Now FAST FOOD dominates (previously it was online_retail); however the assumption that multi swipes can only occur when a card is present is risky as an online retail store can charge a card multiple times also....

In [None]:
del(multi_swipe)
del(fraud)
del(nofraud)

#### Question 4: Model

Fraud is a problem for any bank. Fraud can take many forms, whether it is someone stealing a single credit card, to large batches of stolen credit card numbers being used on the web, or even a mass compromise of credit card numbers stolen from a merchant via tools like credit card skimming devices.
-	4.1 Each of the transactions in the dataset has a field called isFraud. Please build a predictive model to determine whether a given transaction will be fraudulent or not. Use as much of the data as you like (or all of it).
-	4.2 Provide an estimate of performance using an appropriate sample, and show your work.
-	4.3 Please explain your methodology (modeling algorithm/method used and why, what features/data you found useful, what questions you have, and what you would do next with more time)

##### 4.1 Each of the transactions in the dataset has a field called isFraud. Please build a predictive model to determine whether a given transaction will be fraudulent or not. Use as much of the data as you like (or all of it).

In [None]:
# prepare the data for modeling

In [None]:
# filter by transactionType ['PURCHASE' 'ADDRESS_VERIFICATION' 'REVERSAL' ''] and call the result: df_subset_fraud

# drop 'ADDRESS_VERIFICATION'
df_subset_fraud = df[df['transactionType'] != 'ADDRESS_VERIFICATION']
# drop 'REVERSAL'
df_subset_fraud = df_subset_fraud[df_subset_fraud ['transactionType'] != 'REVERSAL']

print('initial number of sample , number fields: ', df.shape)
print('number of sample , number fields left: ', df_subset_fraud.shape)
print('number of sample , number fields left: ', df_subset_fraud.shape)

In [None]:
# list fields 
fields = list(df_subset_fraud)
fields

In [None]:
# I drop a number of fields either because they may lead to overfitting (e.g. origional_index), 
# or they should not be a fraud predictor (e.g. cardLast4Digits),
# or because this simplifies my proof of concept model (e.g. enteredCVV or dateOfLastAddressChange), 
# or because there are too many categories for on hot encoding (e.g. merchantName)
df_subset_fraud.drop(['accountNumber', 'accountOpenDate', 'acqCountry', 'cardLast4Digits', 'cardCVV', 'currentExpDate', 'dateOfLastAddressChange', 'enteredCVV', 'merchantName','transactionDateTime', 'transactionType', 'origional_index'], axis='columns', inplace=True)
print('number fields left: ', df_subset_fraud.shape[1])

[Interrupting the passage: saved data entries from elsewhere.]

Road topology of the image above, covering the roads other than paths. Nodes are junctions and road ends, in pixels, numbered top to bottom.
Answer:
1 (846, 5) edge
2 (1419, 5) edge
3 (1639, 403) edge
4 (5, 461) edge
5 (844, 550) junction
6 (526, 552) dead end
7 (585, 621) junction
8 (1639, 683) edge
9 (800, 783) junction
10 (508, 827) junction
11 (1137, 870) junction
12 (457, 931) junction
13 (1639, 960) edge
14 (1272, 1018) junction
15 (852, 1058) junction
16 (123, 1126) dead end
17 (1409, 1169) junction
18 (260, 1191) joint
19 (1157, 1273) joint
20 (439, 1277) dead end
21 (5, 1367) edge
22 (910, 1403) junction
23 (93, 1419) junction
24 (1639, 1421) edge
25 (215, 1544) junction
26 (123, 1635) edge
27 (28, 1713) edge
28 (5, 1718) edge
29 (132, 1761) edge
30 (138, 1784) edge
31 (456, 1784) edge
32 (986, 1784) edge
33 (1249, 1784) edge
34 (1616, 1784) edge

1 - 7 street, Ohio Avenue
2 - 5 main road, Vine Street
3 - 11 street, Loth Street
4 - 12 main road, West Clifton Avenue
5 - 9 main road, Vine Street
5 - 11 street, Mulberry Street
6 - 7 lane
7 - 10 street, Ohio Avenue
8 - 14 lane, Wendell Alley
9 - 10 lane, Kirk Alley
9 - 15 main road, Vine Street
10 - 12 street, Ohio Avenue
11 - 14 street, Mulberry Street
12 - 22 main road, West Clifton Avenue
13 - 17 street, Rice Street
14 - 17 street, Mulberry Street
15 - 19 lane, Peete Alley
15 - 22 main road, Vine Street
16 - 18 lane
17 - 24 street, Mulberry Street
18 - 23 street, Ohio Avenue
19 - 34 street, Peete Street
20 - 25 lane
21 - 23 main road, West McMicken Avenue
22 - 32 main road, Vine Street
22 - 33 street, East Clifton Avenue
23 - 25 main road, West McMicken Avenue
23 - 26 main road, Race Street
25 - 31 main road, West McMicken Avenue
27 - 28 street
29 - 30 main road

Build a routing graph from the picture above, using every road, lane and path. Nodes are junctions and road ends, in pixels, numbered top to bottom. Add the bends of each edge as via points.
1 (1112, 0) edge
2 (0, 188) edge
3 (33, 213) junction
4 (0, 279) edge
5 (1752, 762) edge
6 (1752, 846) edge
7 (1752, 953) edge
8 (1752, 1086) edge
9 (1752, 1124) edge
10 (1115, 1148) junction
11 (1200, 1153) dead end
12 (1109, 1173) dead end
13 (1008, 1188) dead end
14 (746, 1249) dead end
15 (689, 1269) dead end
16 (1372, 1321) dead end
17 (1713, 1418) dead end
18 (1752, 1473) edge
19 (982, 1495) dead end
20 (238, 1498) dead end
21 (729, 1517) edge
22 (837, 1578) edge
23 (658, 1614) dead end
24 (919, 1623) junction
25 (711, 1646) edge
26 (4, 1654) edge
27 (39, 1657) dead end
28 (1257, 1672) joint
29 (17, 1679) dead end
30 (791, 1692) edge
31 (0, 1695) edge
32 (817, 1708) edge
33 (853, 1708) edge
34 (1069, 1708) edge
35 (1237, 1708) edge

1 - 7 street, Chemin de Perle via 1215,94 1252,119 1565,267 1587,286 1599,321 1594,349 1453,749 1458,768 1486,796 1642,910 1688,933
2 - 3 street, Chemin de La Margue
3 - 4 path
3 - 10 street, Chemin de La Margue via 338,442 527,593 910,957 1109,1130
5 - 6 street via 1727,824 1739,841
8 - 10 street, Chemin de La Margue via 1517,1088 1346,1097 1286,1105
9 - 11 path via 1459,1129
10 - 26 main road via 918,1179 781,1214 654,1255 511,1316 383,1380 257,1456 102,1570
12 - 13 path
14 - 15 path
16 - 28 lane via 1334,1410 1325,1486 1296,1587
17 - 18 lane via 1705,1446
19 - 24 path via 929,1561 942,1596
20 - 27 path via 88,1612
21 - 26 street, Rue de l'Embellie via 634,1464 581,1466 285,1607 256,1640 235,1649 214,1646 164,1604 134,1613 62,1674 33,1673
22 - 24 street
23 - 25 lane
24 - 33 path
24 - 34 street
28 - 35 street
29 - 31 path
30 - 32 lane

I dropped a number of fields either because they may lead to overfitting, or they should not be a fraud predictor, or because this simplifies my proof of concept model,  or because there are too many categories for on hot encoding 

In [None]:
# list fields 
fields = list(df_subset_fraud)
fields

In [None]:
# get counts of unique values per field and show values
df_shape_unique_countlist(df_subset_fraud)

In [None]:
# check non numeric files for missing entries (=='') and count the missing entries’
df_shape_nonecount(df_subset_fraud)

only merchantCountryCode has '' values

In [None]:
# select features for one hot encoding
df_fro_ohe = df_subset_fraud[['merchantCategoryCode', 'merchantCountryCode']]
print('number of sample , number fields : ', df_fro_ohe.shape)

In [None]:
# drop those features from df_subset_fraud
df_subset_fraud.drop(['merchantCategoryCode', 'merchantCountryCode'], axis='columns', inplace=True)
print('number of sample , number fields left: ', df_subset_fraud.shape)

In [None]:
# do the one hot encoding of the non-ordinal category variables
ohe = ce.OneHotEncoder(handle_unknown='ignore', use_cat_names=True)
x_train_ohe = ohe.fit_transform(df_fro_ohe)
del(ohe)

In [None]:
# concat df_subset_fraud with the x_train_ohe (the one hot encoding)
df_subset_fraud = pd.concat([df_subset_fraud, x_train_ohe], axis=1, join='inner')

In [None]:
# check the dims and lsit the fields 
print('number of sample , number fields : ', df_subset_fraud.shape)
fields = list(df_subset_fraud)
fields

In [None]:
# take a peek at the data for modeling 
df_subset_fraud[0:3]

In [None]:
# I split the data into 3 sets: a training set, a test set and a holdout set. 
# the purpose of the 3 sets is for training, hyperparameter tuning and final testing of the model, respectively
# the training set is 50% of the data and the test and holdout sets are 25% respectively

np.random.seed(1)
seed = 1
test_size = 0.5

# define the Y variable
Y = df_subset_fraud.iloc[:, 5]

# define the fieldscolumes for the X variables
li_1 =[0,1,2,3,4]
li_2 = list(range(6, df_subset_fraud.shape[1]))
joinedlist = li_1 + li_2
X = df_subset_fraud.iloc[:,joinedlist]

# break the dataset into set into a training and test set
x_train, x_test, y_train, y_test = train_test_split(X, Y, test_size=test_size, random_state=seed)
# break the test set into a test and holdout set
x_test, x_holdout, y_test, y_holdout = train_test_split(x_test, y_test, test_size=test_size, random_state=seed)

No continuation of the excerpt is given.